Killona is a census-designated place (CDP) in St. Charles Parish, Louisiana, United States. The population was 724 in 2020. On December 14, 2022, the town was hit by a destructive and deadly EF2 tornado that damaged or destroyed numerous structures, killed one person, and injured eight others.

==Geography==
Killona is located at (29.999471, -90.487081).

According to the United States Census Bureau, the CDP has a total area of 9.3 sqmi, of which 8.5 sqmi is land and 0.9 sqmi (9.13%) is water.

==Demographics==

Killona was first listed as a census designated place in the 2000 U.S. census.

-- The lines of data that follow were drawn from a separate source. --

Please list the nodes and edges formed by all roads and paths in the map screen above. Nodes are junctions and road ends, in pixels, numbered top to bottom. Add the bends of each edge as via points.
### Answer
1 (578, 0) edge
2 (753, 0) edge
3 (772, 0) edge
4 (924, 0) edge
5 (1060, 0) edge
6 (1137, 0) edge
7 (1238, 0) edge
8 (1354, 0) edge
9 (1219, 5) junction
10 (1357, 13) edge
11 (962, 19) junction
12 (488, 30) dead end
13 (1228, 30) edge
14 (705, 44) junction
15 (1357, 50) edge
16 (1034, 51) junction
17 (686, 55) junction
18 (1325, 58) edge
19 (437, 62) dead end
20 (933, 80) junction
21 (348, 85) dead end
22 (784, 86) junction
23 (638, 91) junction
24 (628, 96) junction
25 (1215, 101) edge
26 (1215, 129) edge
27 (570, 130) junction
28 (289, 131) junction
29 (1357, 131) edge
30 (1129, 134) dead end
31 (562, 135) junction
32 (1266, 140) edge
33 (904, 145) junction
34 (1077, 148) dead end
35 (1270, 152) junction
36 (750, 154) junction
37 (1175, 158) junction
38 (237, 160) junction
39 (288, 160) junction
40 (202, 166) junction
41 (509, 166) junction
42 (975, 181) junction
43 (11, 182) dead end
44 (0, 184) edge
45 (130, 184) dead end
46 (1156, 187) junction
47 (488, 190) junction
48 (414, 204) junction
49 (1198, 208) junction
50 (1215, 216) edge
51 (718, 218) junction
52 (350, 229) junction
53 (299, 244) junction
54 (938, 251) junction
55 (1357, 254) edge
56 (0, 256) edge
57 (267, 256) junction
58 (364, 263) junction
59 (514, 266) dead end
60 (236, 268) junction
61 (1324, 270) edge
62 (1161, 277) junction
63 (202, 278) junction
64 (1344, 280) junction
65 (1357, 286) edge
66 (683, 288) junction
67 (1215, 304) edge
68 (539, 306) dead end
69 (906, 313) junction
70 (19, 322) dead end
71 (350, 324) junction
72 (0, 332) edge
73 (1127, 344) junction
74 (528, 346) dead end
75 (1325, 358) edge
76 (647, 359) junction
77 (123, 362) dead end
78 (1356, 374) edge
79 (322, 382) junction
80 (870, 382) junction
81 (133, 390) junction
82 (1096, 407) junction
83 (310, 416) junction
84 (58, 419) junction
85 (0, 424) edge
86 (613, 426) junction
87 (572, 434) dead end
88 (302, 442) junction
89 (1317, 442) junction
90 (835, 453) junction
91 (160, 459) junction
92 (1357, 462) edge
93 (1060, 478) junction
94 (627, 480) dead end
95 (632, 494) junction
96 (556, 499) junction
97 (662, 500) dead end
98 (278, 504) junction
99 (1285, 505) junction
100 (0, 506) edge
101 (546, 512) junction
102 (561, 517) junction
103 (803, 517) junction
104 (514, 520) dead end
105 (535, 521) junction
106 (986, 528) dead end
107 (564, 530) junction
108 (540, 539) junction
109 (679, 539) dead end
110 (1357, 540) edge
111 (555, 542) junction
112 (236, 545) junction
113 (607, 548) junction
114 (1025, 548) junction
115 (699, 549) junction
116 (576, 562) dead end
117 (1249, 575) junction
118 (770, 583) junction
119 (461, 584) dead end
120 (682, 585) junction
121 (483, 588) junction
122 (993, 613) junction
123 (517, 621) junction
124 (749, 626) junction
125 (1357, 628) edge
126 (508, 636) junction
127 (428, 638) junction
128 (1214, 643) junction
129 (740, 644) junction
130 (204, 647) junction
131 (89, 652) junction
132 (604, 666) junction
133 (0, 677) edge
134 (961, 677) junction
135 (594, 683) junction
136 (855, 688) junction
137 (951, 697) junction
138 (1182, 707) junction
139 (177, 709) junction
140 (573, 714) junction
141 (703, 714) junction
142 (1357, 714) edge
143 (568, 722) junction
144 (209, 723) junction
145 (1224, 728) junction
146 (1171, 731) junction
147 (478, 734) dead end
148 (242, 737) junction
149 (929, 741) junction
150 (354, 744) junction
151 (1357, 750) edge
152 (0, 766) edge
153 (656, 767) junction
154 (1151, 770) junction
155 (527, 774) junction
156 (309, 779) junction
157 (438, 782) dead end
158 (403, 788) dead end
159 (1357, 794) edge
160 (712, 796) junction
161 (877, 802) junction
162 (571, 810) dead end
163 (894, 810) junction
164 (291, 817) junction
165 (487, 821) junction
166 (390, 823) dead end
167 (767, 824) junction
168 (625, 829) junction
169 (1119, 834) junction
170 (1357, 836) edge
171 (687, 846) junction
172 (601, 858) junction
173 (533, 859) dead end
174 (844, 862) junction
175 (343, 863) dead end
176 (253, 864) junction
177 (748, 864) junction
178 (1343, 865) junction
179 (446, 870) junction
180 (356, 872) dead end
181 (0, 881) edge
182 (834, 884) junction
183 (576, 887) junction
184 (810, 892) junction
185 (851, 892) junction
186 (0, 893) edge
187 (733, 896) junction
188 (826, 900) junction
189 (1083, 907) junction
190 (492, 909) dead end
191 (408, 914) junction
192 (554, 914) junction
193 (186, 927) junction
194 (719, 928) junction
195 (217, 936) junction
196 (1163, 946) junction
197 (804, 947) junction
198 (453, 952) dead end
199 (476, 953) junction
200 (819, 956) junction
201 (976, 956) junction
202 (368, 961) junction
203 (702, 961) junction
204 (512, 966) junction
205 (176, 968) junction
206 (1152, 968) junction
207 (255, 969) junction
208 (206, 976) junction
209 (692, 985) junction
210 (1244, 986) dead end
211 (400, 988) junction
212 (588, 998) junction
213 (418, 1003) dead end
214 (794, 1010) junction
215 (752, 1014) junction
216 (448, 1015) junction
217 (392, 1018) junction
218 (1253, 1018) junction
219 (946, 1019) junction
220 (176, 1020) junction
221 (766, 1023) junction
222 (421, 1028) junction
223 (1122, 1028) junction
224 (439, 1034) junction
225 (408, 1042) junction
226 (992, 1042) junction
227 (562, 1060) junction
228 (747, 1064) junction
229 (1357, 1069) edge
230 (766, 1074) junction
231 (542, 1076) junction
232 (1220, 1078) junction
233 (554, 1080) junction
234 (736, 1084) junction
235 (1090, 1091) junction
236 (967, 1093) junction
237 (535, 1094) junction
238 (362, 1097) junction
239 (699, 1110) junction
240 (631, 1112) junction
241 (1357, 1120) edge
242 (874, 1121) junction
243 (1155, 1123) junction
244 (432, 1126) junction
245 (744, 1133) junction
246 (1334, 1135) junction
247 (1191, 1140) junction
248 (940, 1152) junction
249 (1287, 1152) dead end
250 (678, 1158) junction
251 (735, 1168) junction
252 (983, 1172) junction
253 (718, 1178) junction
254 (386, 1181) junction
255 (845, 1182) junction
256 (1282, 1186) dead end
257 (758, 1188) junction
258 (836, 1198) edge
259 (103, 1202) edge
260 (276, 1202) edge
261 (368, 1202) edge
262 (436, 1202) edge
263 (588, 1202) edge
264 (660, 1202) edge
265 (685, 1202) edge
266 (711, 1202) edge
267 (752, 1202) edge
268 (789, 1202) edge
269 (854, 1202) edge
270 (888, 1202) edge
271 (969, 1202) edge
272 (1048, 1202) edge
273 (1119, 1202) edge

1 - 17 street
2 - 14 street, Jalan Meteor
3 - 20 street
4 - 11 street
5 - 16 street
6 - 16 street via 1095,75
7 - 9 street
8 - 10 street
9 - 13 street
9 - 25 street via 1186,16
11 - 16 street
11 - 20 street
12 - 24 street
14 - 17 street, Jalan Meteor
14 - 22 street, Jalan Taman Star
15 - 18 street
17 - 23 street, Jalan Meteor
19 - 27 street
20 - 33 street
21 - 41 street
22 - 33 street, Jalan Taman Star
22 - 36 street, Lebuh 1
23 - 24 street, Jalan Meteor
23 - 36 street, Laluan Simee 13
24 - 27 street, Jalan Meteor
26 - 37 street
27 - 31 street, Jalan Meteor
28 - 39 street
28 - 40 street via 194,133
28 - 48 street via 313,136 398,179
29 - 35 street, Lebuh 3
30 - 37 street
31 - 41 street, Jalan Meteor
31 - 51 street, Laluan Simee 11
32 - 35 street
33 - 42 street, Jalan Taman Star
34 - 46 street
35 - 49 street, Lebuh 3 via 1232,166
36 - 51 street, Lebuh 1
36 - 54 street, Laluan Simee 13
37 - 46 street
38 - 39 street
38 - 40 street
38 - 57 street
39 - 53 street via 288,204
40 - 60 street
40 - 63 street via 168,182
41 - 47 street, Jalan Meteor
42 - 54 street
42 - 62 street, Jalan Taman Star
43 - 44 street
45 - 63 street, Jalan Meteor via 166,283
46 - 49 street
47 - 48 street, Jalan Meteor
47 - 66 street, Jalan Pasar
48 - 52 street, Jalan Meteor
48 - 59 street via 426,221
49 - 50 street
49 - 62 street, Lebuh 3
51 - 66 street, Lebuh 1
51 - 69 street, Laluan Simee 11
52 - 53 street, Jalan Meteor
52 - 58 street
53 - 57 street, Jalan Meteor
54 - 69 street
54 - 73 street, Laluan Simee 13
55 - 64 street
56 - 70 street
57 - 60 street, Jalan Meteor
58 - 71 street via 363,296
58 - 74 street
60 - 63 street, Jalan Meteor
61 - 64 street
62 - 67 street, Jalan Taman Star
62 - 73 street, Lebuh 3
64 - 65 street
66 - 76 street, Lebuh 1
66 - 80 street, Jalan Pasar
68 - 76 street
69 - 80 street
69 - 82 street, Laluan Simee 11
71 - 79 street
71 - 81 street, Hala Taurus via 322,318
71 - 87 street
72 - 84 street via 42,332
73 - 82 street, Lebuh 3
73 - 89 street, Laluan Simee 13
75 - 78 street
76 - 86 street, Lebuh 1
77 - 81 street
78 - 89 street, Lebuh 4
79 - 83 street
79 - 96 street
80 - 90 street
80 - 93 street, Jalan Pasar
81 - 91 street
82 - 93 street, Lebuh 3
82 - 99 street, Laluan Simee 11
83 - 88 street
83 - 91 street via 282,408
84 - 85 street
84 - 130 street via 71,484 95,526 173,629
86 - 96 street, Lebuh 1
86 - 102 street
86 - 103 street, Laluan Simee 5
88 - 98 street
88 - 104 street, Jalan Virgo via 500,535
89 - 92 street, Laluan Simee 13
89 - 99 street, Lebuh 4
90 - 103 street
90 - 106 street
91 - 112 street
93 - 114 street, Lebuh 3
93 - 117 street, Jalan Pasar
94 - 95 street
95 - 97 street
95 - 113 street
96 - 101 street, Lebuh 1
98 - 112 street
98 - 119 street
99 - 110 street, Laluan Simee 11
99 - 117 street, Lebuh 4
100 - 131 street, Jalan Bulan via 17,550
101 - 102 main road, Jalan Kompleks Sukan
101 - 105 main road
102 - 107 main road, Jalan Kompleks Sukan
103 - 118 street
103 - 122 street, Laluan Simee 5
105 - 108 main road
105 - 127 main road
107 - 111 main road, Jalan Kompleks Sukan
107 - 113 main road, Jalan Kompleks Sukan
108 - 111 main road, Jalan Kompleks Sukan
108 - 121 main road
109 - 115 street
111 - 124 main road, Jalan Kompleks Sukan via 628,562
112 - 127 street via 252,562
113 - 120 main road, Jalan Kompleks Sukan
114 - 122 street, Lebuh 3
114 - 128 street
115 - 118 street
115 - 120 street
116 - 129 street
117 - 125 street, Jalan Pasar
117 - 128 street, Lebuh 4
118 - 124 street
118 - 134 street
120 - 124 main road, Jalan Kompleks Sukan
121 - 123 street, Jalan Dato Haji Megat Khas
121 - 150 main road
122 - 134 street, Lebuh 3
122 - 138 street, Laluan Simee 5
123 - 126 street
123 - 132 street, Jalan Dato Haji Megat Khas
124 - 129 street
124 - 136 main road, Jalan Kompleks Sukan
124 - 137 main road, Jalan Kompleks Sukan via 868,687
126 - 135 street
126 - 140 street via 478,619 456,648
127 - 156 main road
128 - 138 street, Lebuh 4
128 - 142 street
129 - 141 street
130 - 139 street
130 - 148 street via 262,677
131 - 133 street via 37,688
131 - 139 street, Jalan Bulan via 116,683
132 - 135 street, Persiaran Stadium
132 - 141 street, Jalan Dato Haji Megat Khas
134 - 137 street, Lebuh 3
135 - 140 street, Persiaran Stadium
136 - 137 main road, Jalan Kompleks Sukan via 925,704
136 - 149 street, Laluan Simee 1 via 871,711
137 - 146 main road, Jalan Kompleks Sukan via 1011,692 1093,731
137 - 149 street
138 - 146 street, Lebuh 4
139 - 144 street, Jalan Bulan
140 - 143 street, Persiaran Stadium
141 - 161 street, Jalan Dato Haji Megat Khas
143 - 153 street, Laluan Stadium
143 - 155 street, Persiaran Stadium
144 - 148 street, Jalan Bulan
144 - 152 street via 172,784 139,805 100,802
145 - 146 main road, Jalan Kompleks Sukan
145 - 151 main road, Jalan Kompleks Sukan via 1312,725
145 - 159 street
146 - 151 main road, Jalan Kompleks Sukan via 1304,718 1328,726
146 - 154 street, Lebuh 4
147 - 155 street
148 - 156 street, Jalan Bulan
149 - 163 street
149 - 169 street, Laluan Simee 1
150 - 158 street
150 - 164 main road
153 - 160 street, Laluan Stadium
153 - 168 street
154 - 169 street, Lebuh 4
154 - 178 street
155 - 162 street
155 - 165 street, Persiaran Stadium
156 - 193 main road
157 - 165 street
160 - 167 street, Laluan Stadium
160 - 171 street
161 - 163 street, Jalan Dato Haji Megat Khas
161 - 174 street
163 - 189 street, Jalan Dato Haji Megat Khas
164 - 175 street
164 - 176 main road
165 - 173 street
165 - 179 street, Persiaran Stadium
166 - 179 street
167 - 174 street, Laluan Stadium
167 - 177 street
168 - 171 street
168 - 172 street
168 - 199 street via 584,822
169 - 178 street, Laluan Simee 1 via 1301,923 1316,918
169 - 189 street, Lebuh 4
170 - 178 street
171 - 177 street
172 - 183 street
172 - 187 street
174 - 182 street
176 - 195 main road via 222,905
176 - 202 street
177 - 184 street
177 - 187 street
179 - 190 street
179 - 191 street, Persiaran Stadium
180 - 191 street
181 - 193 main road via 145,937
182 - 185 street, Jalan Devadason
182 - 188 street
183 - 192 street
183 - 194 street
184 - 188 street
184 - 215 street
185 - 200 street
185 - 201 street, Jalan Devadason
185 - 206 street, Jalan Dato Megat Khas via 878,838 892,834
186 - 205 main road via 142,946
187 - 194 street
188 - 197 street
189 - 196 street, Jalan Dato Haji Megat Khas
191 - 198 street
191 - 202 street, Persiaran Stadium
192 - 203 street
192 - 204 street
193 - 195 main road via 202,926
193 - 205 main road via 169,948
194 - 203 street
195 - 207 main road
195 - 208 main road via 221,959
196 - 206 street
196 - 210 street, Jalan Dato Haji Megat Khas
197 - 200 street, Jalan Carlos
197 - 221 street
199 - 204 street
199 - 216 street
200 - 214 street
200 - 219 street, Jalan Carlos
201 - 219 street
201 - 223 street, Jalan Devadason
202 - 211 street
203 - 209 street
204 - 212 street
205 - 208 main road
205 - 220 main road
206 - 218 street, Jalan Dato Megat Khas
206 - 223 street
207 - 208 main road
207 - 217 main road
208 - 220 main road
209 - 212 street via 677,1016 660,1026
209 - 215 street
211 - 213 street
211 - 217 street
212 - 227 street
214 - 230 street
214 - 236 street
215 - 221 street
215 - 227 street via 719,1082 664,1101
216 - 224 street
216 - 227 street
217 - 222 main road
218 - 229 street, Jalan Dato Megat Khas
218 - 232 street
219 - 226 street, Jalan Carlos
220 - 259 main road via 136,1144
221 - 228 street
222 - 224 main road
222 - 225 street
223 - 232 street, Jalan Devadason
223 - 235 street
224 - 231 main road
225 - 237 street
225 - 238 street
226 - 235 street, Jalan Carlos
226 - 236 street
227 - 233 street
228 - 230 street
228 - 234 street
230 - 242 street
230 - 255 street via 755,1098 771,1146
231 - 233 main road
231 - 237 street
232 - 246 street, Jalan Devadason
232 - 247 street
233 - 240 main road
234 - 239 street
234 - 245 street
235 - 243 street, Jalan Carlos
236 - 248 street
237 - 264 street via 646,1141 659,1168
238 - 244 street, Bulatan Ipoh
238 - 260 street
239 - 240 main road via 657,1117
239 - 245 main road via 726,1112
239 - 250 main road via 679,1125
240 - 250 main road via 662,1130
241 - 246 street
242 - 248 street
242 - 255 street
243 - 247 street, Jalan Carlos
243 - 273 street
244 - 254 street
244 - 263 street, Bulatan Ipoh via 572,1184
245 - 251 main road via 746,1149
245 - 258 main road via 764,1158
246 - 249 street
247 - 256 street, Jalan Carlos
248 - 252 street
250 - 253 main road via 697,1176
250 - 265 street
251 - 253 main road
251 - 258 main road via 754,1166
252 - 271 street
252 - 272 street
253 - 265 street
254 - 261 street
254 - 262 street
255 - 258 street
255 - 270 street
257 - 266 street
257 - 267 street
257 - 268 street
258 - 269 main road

Killona CDP, Louisiana – Racial and ethnic composition Note: the U.S. Census Bureau treats Hispanic/Latino as an ethnic category. This table excludes Latinos from the racial categories and assigns them to a separate category. Hispanics/Latinos may be of any race.
| Race / Ethnicity (NH = Non-Hispanic) | Pop 2000 | Pop 2010 | Pop 2020 | % 2000 | % 2010 | % 2020 |
|---|---|---|---|---|---|---|
| White alone (NH) | 58 | 11 | 5 | 7.28% | 1.39% | 0.69% |
| Black or African American alone (NH) | 728 | 774 | 711 | 91.34% | 97.60% | 98.20% |
| Native American or Alaska Native alone (NH) | 0 | 0 | 0 | 0.00% | 0.00% | 0.00% |
| Asian alone (NH) | 0 | 0 | 1 | 0.00% | 0.00% | 0.14% |
| Native Hawaiian or Pacific Islander alone (NH) | 0 | 0 | 0 | 0.00% | 0.00% | 0.00% |
| Other race alone (NH) | 6 | 0 | 0 | 0.75% | 0.00% | 0.00% |
| Mixed race or Multiracial (NH) | 0 | 6 | 6 | 0.00% | 0.76% | 0.83% |
| Hispanic or Latino (any race) | 5 | 2 | 1 | 0.63% | 0.25% | 0.14% |
| Total | 797 | 793 | 724 | 100.00% | 100.00% | 100.00% |

In 2000, Killona's population was 797. By the 2020 census, its population declined to 724.

Historical population
| Census | Pop. | Note | %± |
| 2000 | 797 |  | — |
| 2010 | 793 |  | −0.5% |
| 2020 | 724 |  | −8.7% |
U.S. Decennial Census 2000 2010 2020

==Education==
St. Charles Parish Public School System operates public schools:
- Hahnville High School in Boutte

==Places of interest==
Killona is home to the following:
- Killona Plantation — Former plantation that held enslaved Africans, after emancipation Black Americans were held there in 'peonage' until 1970s.
- Waterford 3 — Operated by Entergy Nuclear, Waterford Nuclear Generating Station (aka Waterford 3), produces roughly 10% of power for the state of Louisiana.